Sockeye salmon used to spawn in Elko County.

During spring in the 1800s, people in Elko County would have been preparing for salmon fishing. Numerous newspaper articles record Elko residents feasting on huge salmon caught in our northern streams.

Most of Elko County is part of the Great Basin, where rivers flow inward with no access to the ocean. But the Jarbidge, Bruneau and Owyhee Rivers flow north into the Snake River, then into the Columbia River and Pacific Ocean.

For thousands of years, 10-16 million king salmon migrated from the ocean up the Columbia River and thousands spawned in Elko County. Each year, about 120,000 chinook salmon completed three runs up the Snake River and 150,000 sockeye salmon made yearly runs. The Snake River drainage and its tributaries was one of the most important spawning areas for these salmon.
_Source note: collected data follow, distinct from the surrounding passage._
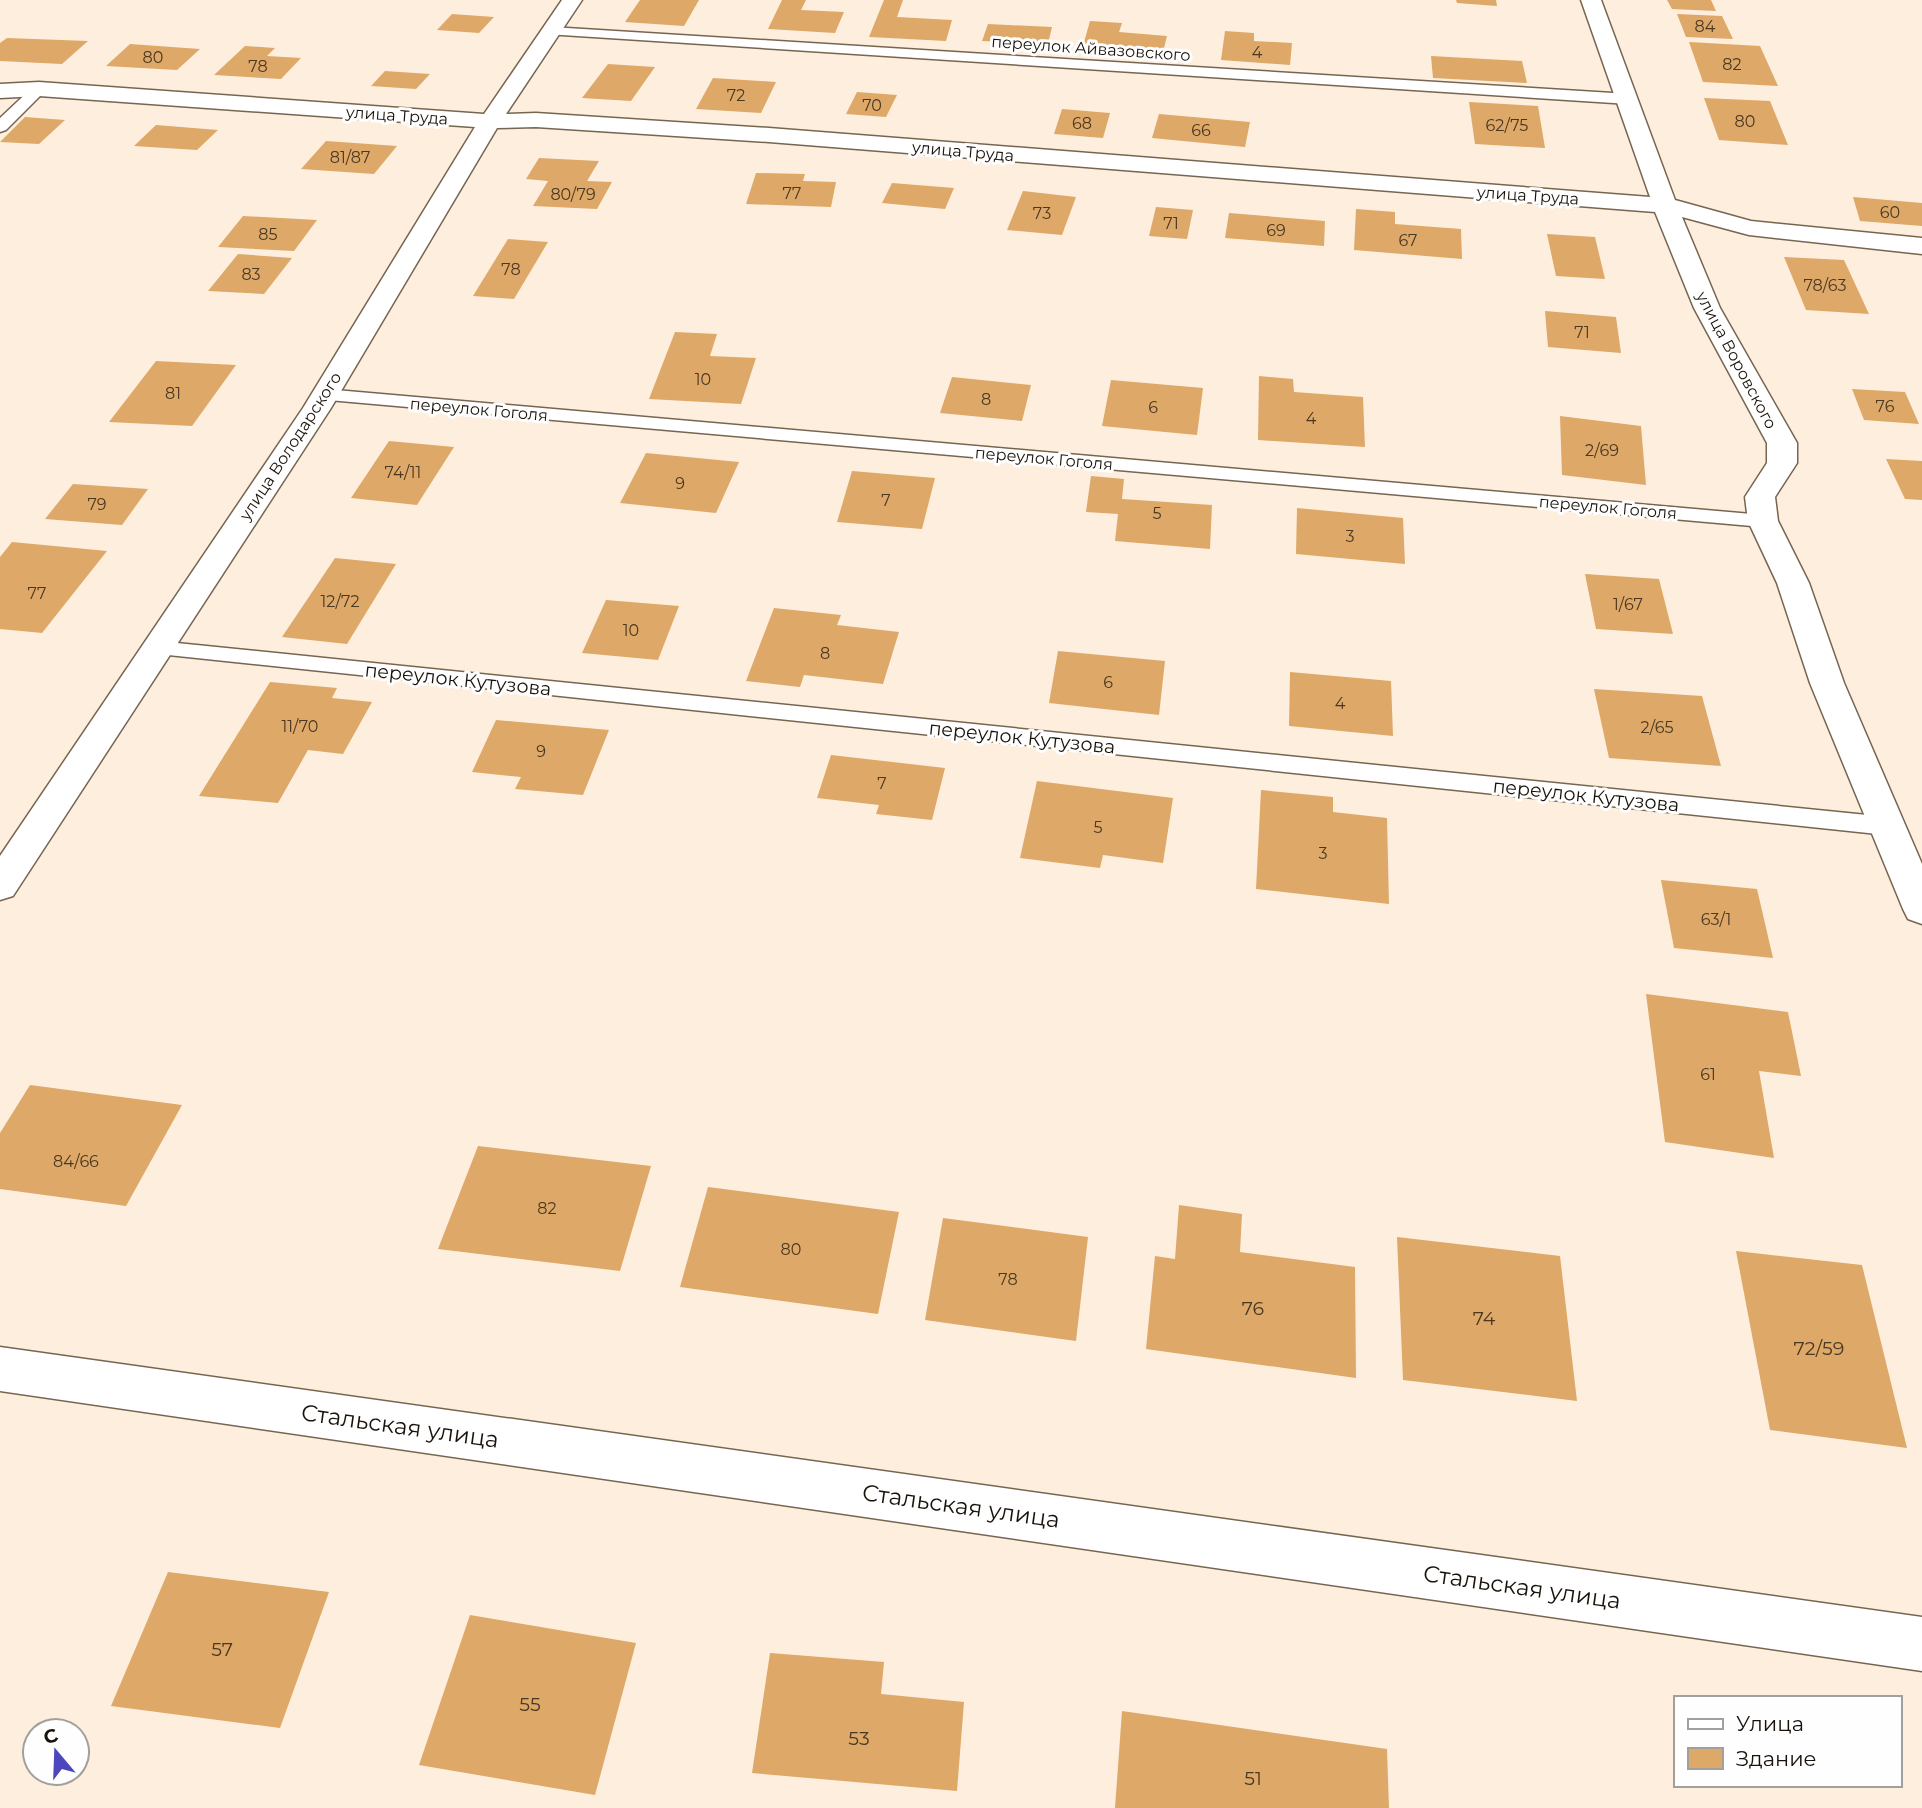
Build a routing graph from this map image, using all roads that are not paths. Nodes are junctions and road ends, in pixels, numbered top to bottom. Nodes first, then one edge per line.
1 (572, 0) edge
2 (1591, 0) edge
3 (551, 31) junction
4 (39, 89) junction
5 (0, 91) edge
6 (1629, 99) junction
7 (489, 121) junction
8 (0, 127) edge
9 (1665, 206) junction
10 (1922, 246) edge
11 (324, 395) junction
12 (1763, 521) junction
13 (157, 648) junction
14 (1887, 826) junction
15 (0, 886) edge
16 (1922, 909) edge
17 (0, 1369) edge
18 (1922, 1644) edge

1 - 3 street, улица Володарского
2 - 6 street, улица Воровского
3 - 6 lane, переулок Айвазовского
3 - 7 street, улица Володарского
4 - 5 street, улица Труда
4 - 7 street, улица Труда
4 - 8 lane
6 - 9 street, улица Воровского
7 - 9 street, улица Труда
7 - 11 street, улица Володарского
9 - 10 street, улица Труда
9 - 12 street, улица Воровского
11 - 12 lane, переулок Гоголя
11 - 13 street, улица Володарского
12 - 14 street
13 - 14 lane, переулок Кутузова
13 - 15 street, улица Володарского
14 - 16 street
17 - 18 street, Стальская улица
In the late 1800s, people in Elko County described seeing salmon swim among sagebrush as spring flows forced streams out of their banks.

“Tuscarora Items – Fresh Salmon in the Market.” ‘Elko Weekly Post, April 7, 1877.
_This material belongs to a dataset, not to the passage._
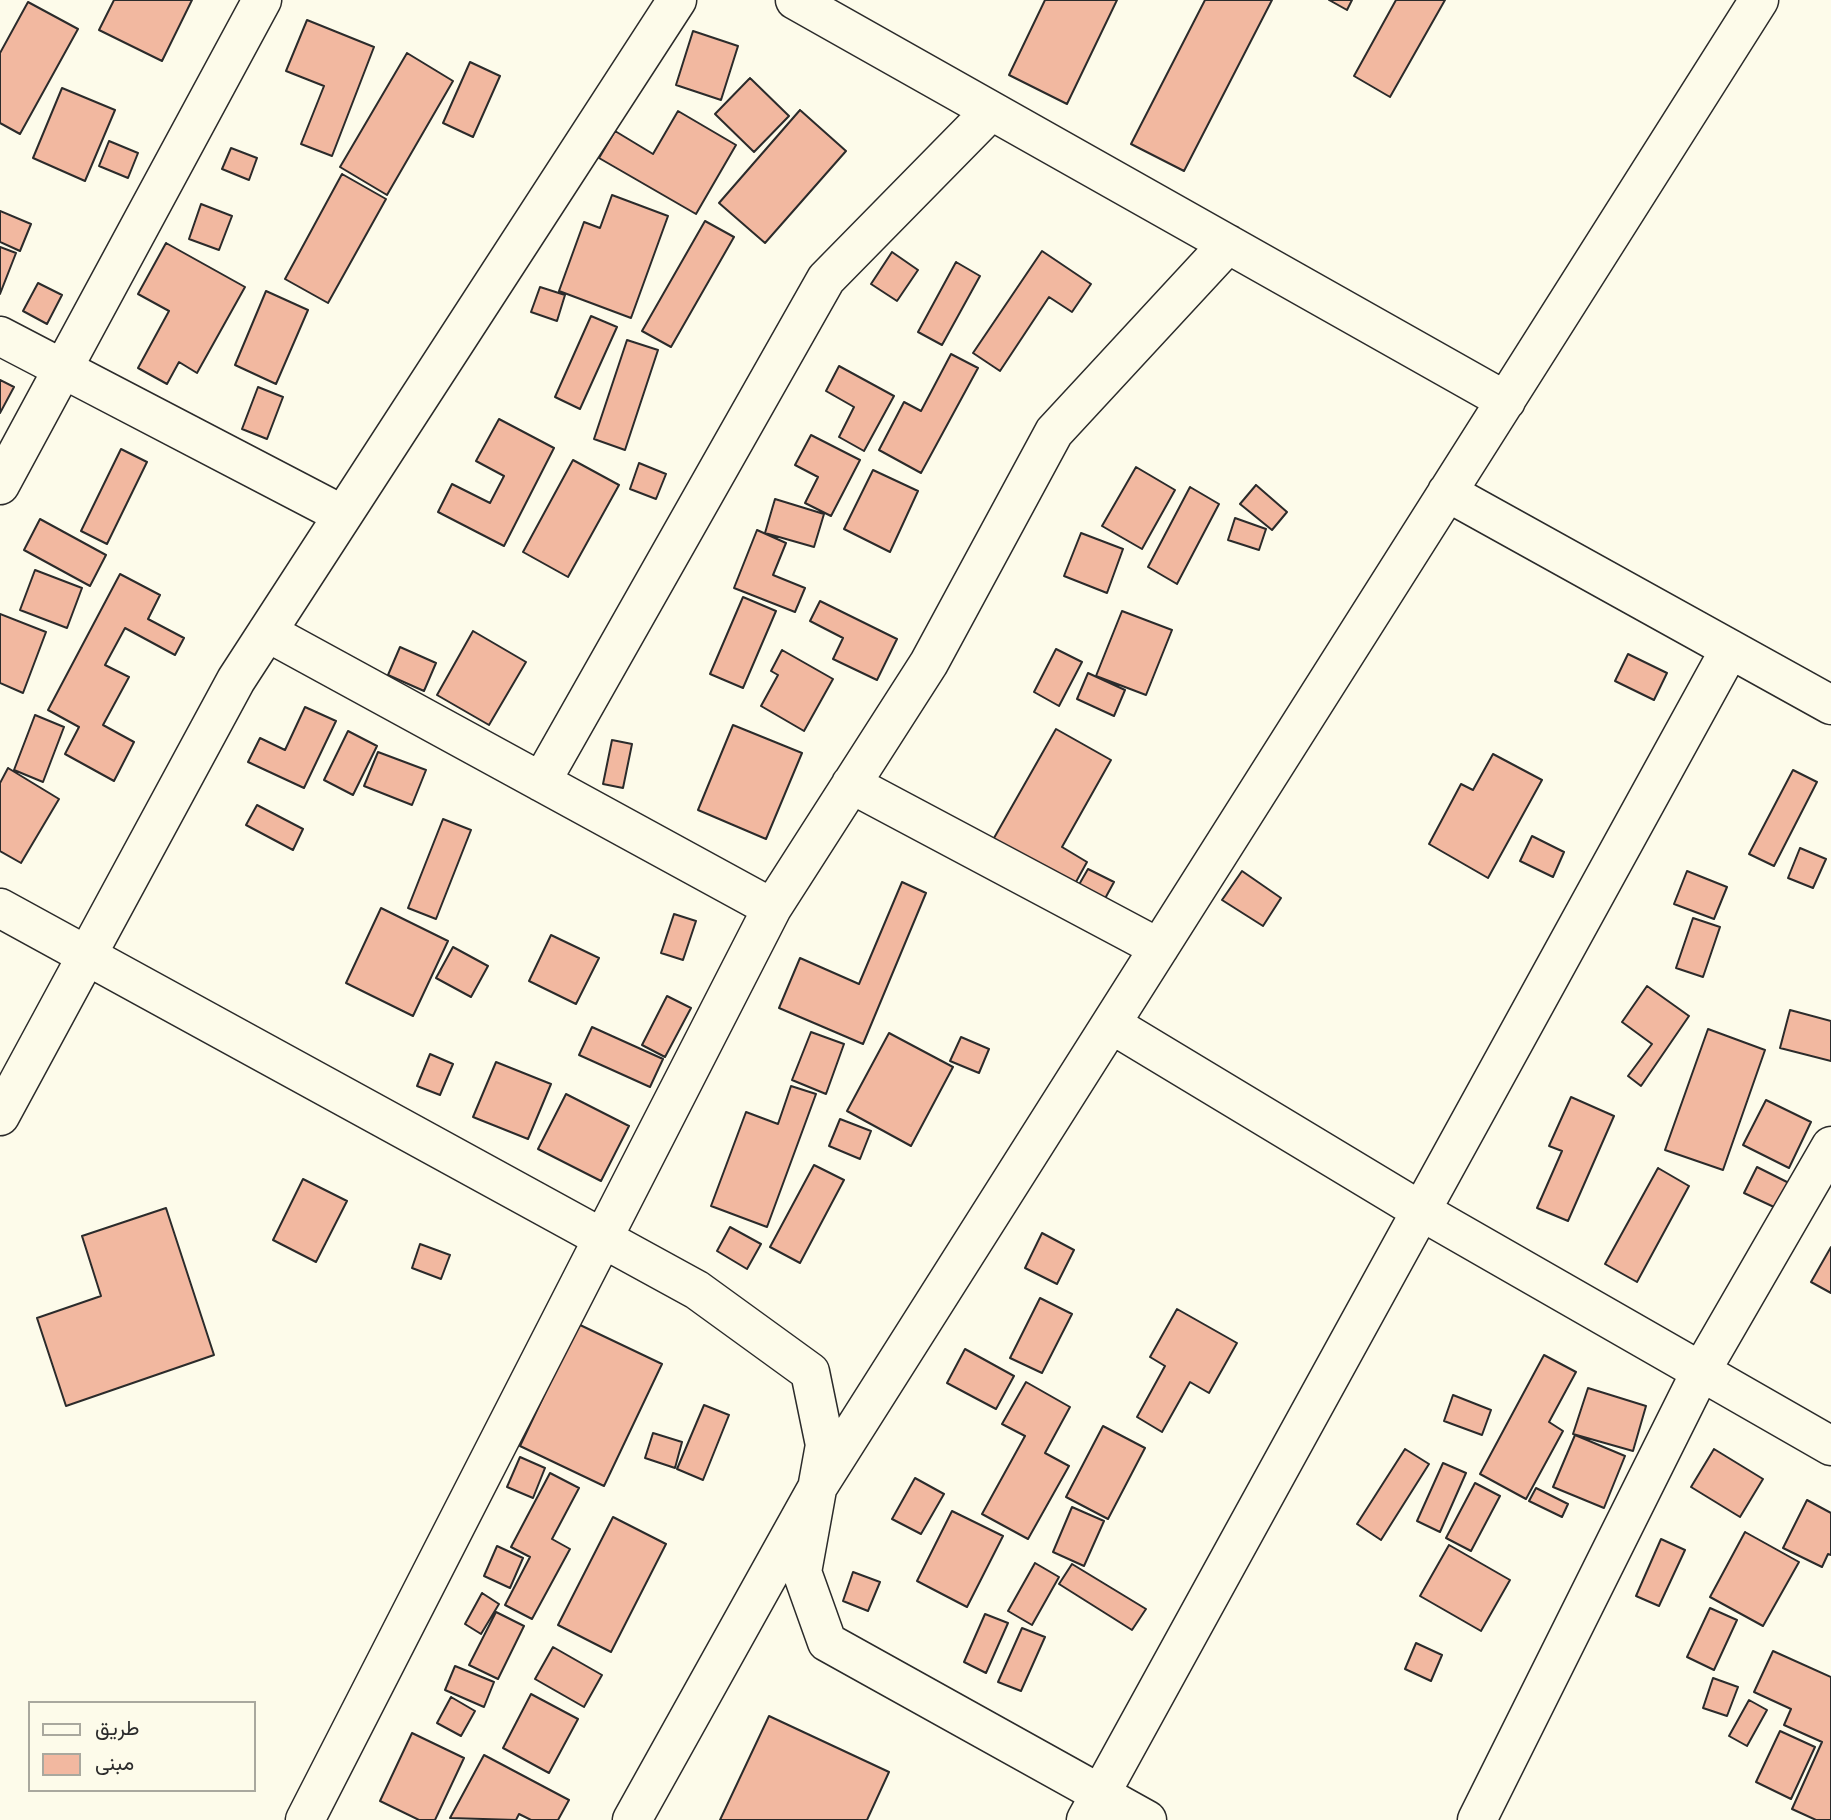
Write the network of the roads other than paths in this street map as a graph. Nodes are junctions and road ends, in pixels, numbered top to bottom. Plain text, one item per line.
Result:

“Salmon trout three feet long are among the luxuries that are sent to Elko from Independence Valley [Tuscarora area].” Elko Weekly Post, May 11, 1878.

“Dog salmon are brought into town now by Indians. One was caught yesterday which weighted 25 pounds.” Tuscarora Times-Review, September 9, 1881.

Salmon that could grow to 30 pounds provided an important food source to native people across the Snake River drainage. Shoshone Falls, near today’s Twin Falls, was an important fishing area. These falls blocked salmon from reaching the upper reaches of the Snake River.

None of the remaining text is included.